PROBLEM TO WORK ON: Using the records provided below, locate and copy each line that contains the word "every".

Data records:
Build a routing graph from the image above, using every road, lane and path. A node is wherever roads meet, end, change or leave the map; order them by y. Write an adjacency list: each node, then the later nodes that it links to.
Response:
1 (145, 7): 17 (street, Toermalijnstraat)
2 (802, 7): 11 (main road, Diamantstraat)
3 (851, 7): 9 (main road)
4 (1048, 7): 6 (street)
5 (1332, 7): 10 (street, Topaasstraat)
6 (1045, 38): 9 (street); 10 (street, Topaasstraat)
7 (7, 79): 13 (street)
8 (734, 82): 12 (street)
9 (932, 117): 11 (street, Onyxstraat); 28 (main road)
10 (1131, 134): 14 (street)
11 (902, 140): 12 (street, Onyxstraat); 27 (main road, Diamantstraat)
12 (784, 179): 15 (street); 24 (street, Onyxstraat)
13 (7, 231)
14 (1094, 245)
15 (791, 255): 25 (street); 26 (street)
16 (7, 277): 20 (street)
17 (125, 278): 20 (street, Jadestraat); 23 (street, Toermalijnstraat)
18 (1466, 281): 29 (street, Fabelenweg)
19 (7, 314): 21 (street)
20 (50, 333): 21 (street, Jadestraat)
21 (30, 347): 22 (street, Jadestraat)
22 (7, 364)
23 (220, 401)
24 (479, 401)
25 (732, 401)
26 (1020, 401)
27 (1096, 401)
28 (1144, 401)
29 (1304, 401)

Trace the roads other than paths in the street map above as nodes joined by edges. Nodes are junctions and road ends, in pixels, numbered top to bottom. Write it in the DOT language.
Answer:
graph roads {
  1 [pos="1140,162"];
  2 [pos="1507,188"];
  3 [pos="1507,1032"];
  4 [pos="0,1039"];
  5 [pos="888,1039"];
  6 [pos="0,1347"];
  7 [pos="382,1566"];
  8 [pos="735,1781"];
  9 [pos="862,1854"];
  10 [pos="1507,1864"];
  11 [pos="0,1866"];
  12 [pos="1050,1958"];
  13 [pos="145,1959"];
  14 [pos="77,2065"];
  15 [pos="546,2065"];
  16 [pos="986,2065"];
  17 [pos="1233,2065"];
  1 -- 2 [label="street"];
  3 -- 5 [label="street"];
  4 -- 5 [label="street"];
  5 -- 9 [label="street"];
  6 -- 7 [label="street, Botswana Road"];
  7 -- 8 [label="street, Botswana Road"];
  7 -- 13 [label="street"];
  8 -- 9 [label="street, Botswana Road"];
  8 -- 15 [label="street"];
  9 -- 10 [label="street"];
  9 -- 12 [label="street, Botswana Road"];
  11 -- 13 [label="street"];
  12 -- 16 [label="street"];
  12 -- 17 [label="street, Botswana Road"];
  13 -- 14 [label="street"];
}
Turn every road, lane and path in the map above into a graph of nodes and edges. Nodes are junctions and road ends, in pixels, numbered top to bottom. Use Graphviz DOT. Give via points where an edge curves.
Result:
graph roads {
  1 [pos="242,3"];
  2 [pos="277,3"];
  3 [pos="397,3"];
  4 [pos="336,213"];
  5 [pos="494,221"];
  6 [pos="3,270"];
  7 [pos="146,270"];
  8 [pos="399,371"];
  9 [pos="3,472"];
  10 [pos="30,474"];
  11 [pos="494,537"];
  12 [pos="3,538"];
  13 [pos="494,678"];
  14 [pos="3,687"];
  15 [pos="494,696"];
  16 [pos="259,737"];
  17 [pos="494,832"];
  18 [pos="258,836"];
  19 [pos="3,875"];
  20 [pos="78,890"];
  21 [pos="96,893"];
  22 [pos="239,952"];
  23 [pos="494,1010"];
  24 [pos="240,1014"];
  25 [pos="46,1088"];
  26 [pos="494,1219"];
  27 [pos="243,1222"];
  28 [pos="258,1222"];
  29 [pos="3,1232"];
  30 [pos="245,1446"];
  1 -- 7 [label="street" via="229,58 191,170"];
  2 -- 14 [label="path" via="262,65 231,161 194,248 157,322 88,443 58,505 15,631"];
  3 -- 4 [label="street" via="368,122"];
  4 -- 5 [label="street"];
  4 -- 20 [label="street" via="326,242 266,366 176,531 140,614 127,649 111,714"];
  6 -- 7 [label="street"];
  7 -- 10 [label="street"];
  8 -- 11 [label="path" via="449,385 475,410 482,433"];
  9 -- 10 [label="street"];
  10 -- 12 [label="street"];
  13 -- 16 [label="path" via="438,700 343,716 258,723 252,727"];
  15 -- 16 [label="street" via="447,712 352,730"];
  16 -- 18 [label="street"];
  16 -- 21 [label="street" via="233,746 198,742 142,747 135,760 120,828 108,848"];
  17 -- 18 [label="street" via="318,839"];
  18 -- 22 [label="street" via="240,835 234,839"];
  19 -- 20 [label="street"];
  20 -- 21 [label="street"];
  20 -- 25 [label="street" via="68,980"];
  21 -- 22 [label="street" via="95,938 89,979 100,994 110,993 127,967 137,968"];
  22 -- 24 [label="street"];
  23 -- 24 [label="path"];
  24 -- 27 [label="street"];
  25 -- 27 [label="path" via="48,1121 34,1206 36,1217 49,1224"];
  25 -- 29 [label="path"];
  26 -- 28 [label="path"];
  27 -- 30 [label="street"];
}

ANSWER FOR THE TASK:
Build a routing graph from the image above, using every road, lane and path. A node is wherever roads meet, end, change or leave the map; order them by y. Write an adjacency list: each node, then the later nodes that it links to.
Turn every road, lane and path in the map above into a graph of nodes and edges. Nodes are junctions and road ends, in pixels, numbered top to bottom. Use Graphviz DOT. Give via points where an edge curves.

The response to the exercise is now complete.